Synthesis and validation of ultrasensitive stripping voltammetric sensor based on polypyrrole@ZnO/Fe3O4 core-shell nanostructure for picomolar detection of artesunate and dopamine drugs.

Abstract

A stripping voltammetric sensor for ultrasensitive detection of artesunate (ART) and dopamine HCl (DA) has been successfully developed using a Ppy@ZnO/Fe3O4 core-shell nanocomposite ([PZM])-modified carbon paste sensor (MCPS). Fourier transform infrared spectroscopy, X-ray diffraction, field emission scanning electron microscopy, energy-dispersive X-ray spectroscopy, dynamic light scattering, Brunauer-Emmett-Teller surface area method, and high-resolution transmission electron microscopy were used to characterize the physicochemical properties of the nanomaterials.
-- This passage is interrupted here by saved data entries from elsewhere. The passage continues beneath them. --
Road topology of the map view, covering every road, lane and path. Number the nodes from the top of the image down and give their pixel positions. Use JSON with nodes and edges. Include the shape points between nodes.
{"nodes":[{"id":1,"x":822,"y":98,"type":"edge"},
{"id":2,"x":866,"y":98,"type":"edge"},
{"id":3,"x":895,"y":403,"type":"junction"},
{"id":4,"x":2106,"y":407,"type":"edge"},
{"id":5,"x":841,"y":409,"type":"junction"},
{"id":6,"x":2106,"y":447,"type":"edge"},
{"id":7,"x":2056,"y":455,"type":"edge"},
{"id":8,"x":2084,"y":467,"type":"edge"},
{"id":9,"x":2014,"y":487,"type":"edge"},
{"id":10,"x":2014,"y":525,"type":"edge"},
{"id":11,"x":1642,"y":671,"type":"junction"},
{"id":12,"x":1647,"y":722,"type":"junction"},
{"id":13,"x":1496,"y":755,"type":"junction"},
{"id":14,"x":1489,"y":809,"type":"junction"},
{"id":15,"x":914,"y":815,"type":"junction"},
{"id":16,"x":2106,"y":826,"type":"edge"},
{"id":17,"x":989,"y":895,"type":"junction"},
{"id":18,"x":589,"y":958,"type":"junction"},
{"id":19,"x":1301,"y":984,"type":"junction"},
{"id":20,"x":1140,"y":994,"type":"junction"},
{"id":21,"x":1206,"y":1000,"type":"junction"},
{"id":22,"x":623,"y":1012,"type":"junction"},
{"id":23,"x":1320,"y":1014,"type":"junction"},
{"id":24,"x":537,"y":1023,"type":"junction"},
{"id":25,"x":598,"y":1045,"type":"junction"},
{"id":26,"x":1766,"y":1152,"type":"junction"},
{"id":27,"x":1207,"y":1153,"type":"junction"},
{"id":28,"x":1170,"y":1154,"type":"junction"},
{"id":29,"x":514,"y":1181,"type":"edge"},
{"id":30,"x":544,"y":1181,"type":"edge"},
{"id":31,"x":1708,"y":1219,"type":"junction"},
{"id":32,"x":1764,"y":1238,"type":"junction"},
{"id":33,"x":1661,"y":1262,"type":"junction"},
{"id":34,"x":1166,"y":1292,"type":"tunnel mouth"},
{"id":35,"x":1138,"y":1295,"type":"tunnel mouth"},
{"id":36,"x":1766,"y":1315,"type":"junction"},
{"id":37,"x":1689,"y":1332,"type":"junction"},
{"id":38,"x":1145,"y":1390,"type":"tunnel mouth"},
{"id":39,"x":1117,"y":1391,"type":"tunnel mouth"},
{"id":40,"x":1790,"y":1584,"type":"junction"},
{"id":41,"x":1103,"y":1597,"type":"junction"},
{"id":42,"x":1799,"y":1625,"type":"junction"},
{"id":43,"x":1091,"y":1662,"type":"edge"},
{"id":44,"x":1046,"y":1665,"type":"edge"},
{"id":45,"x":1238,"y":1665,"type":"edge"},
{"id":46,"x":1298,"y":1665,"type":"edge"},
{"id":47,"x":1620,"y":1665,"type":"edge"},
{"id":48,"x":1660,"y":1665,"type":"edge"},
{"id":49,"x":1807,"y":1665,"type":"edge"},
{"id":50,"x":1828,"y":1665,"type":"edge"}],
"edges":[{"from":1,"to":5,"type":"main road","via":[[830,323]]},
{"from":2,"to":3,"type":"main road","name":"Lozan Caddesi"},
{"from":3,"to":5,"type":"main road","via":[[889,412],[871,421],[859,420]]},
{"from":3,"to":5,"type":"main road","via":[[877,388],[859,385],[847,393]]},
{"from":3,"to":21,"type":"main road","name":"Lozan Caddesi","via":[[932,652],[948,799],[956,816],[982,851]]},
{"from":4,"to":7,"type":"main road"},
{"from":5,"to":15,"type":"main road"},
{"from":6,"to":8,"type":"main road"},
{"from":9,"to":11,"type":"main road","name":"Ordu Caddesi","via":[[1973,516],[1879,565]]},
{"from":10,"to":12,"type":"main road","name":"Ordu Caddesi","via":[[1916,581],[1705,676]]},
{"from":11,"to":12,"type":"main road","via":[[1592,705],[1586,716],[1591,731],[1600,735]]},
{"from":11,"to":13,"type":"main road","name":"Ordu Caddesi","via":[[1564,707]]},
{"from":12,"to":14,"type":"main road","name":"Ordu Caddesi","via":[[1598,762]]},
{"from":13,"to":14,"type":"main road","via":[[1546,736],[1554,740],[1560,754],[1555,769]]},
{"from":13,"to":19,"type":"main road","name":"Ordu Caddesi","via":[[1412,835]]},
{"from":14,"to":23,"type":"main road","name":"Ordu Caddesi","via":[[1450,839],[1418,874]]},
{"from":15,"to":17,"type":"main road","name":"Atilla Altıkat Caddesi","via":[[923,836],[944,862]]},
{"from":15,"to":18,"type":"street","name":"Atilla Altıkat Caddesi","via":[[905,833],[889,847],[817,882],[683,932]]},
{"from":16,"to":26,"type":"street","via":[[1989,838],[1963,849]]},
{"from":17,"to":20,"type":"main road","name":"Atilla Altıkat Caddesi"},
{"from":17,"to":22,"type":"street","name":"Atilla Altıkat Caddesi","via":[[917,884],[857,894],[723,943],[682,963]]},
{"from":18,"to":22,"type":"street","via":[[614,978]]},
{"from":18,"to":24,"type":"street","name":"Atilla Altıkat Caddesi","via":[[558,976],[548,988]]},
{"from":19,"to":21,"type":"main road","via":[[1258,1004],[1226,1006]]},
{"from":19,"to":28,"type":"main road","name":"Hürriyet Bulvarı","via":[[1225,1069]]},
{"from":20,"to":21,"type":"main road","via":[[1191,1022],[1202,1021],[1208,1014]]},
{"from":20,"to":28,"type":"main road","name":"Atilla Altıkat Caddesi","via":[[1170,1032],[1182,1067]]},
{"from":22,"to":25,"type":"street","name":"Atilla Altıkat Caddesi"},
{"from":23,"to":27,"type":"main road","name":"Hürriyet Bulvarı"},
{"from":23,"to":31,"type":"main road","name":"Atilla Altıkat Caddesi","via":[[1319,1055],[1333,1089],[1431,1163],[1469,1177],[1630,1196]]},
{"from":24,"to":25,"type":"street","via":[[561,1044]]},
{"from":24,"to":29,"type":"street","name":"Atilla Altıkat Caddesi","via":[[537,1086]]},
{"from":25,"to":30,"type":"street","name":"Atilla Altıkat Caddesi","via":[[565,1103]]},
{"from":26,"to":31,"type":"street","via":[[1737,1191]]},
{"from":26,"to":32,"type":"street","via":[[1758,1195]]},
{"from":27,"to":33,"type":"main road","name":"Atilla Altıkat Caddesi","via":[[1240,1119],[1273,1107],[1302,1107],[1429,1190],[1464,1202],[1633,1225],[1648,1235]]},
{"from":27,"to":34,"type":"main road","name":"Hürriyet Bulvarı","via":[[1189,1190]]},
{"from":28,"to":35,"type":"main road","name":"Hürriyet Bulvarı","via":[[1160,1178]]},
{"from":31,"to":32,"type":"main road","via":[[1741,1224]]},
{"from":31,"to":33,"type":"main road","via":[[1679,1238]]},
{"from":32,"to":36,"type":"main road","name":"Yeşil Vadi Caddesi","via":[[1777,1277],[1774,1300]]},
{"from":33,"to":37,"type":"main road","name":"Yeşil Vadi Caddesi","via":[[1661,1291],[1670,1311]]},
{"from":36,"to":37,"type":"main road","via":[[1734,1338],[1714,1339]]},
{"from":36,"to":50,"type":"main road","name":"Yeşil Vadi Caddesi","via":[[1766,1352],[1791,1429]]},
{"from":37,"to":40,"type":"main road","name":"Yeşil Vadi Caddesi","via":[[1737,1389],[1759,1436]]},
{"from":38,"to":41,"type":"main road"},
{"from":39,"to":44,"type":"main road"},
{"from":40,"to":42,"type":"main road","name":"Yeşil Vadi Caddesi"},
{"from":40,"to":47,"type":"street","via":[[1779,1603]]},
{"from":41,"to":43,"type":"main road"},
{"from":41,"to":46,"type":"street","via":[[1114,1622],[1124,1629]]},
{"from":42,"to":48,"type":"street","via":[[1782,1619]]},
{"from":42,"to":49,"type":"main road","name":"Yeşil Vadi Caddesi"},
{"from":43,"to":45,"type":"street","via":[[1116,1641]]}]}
Noteworthily, the morphology of [PZM] reveals a spherical core-shell nanostructure with an increase in the average diameter range of 20-37.5 nm (specific surface area (SSA) of 28.5 m2 g-1 (0.0247 cm3 g-1)) when compared with the average diameter range 7.5-15.7 nm (SSA of 5.43 m2 g-1 (0.0111 cm3 g-1)) of ZnO/Fe3O4[ZM]. The [PZM] MCPS provided the best electroactive surface area (0.078 cm2) and the least electrocatalytic activity (Rst = 370 Ω). Furthermore, the MCPS showed low detection limits (LODs) of 0.092 pg mL-1 (0.24 pM) and 0.0046 pg mL-1 (0.03 pM) for ART and DA, respectively. Moreover, LODs were found to be 0.029 pg mL-1 (0.75 pM) and 0.014 pg mL-1 (0.09 pM) for ART mixed with 0.7 pM of DA (ART1) and DA in the presence of 2.0 pM of ART drug (DA1), respectively. In addition, the MCPS revealed a proper repeatability, reproducibility, and storage stability (93.5-90.48%). During the routine analysis, the [PZM] MCPS detected ART and DA concentrations in human urine, without interference.